USB clock? Yeah I had seen those "USB Clock Drive" devices in some web searches. However, my guess is it's a cheap watch mechanism stuck into the same piece of plastic without any connection to the USB interface. I say this because none of the places I ever see this device listed says anything except "displays time and temperature".
Not to be blunt.... Couldn't you use a usb drive as root file system and swap device? (of course keeping the firmware as /boot and home to all the speed entitled binaries)
check this out: http://www.winischhofer.at/linuxsisusbvga.shtml usb VGA would definitley be possible, and I would think that adding at least USB keyboard functionality into the kernal would be super-easy, we now have a box that is truly interactive!
Someone pointed out to me that a GPS could also act as a reference time source. However it seems like gross overkill. Also dependent on having a view of the sky. Be nice to find a cheap and simple battery-powered clock that could be read via USB-serial.
You could built yourself a real time clock device and hook it up to the router using the SPI protocol and install it inside the device. Look for some easy schematics on the web for a very simple real time clock IC.
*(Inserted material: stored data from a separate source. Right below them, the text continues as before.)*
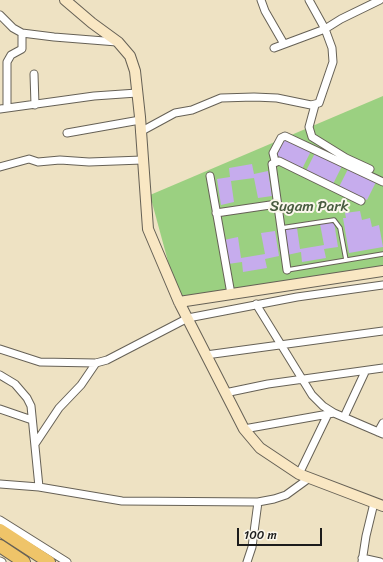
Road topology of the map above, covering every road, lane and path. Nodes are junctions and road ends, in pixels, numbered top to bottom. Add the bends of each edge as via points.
1 (65, 0) edge
2 (261, 0) edge
3 (309, 0) edge
4 (380, 0) edge
5 (0, 15) edge
6 (325, 29) junction
7 (22, 33) junction
8 (118, 42) junction
9 (284, 44) junction
10 (274, 48) dead end
11 (34, 74) dead end
12 (137, 93) junction
13 (35, 105) junction
14 (315, 105) junction
15 (4, 108) edge
16 (140, 120) junction
17 (140, 132) junction
18 (67, 133) dead end
19 (142, 160) junction
20 (275, 161) junction
21 (0, 167) edge
22 (370, 169) dead end
23 (210, 176) dead end
24 (383, 182) edge
25 (361, 201) dead end
26 (277, 204) junction
27 (216, 213) junction
28 (280, 228) junction
29 (383, 254) edge
30 (346, 260) junction
31 (286, 270) joint
32 (383, 271) edge
33 (383, 284) edge
34 (231, 294) junction
35 (179, 302) junction
36 (256, 304) junction
37 (188, 318) junction
38 (383, 331) edge
39 (282, 345) junction
40 (0, 349) edge
41 (206, 355) junction
42 (96, 363) junction
43 (383, 368) edge
44 (365, 372) junction
45 (0, 375) edge
46 (302, 380) junction
47 (225, 393) junction
48 (0, 409) edge
49 (331, 413) junction
50 (344, 417) junction
51 (32, 420) junction
52 (383, 422) edge
53 (244, 429) junction
54 (381, 433) edge
55 (35, 444) junction
56 (299, 474) junction
57 (308, 479) junction
58 (0, 484) edge
59 (39, 487) junction
60 (258, 502) junction
61 (379, 504) edge
62 (0, 520) edge
63 (0, 530) edge
64 (0, 546) edge
65 (362, 560) edge
66 (24, 562) edge
67 (49, 562) edge
68 (67, 562) edge
69 (247, 562) edge
70 (380, 562) edge

1 - 8 street
2 - 9 street
3 - 6 street
4 - 6 street
5 - 7 street
6 - 9 street
6 - 14 street via 334,55 322,99
7 - 8 street
7 - 15 street via 22,49 11,55 7,62
8 - 12 street via 130,56 135,71
9 - 10 street
11 - 13 street
12 - 13 street via 94,96
12 - 16 street
13 - 15 street
14 - 17 street via 270,98 221,98 192,110 175,113
14 - 22 street via 309,127 312,137
16 - 17 street
16 - 18 street
17 - 19 street
19 - 21 street via 38,162 29,159
19 - 35 street via 148,229
20 - 24 street via 273,153 284,136
20 - 25 street
20 - 26 street via 272,168
23 - 27 street
26 - 27 street
26 - 28 street
27 - 34 street
28 - 30 lane via 334,220 340,228
28 - 31 street
29 - 30 lane
30 - 31 lane
32 - 34 street
33 - 36 street
34 - 35 street
35 - 37 street
36 - 37 street
36 - 39 street
37 - 41 street
37 - 42 street via 107,360
38 - 39 street
39 - 41 street
39 - 46 street
40 - 42 street via 40,362
41 - 47 street
42 - 55 street via 59,408
43 - 44 street
44 - 46 street
44 - 50 street
45 - 51 street via 23,392 31,406
46 - 47 street
46 - 49 street via 312,395
47 - 53 street
48 - 51 street
49 - 50 street
49 - 53 street
49 - 56 street
50 - 54 street
51 - 55 street
52 - 54 street
53 - 56 street via 260,448
55 - 59 street
56 - 57 street
57 - 60 street via 286,495
57 - 61 street
58 - 59 street
59 - 60 street via 122,501
60 - 69 street via 252,547
61 - 65 street via 366,536
62 - 68 street
63 - 67 highway
64 - 66 highway
65 - 70 street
My soldering skills are that I can manage putting wires together without probably burning myself or damaging anything. Probably. I'd prefer something that required at most taking an assembled device and soldering a few wires into place. But I'll look into it.
First RETAIL sighting I saw SL on the shelf at Frys Electronics in Sacramento, CA yesterday 2/18/2006. Also WRT54GL on the shelf.
What about us users in europe (denmark) ? Can't even seems to find it anywhere online, that will ship to denmark, within european union :/
I had a chat with the linksys staff a few days ago, I was asking if there are any plans to release the WRTSL54GS in Europe (Germany). The answer was a mixture of "we don`t have any plans to release it in Europe" and "I just don`t know", so my hopes are that the second guess will be right. Would be a shame if we had to import it.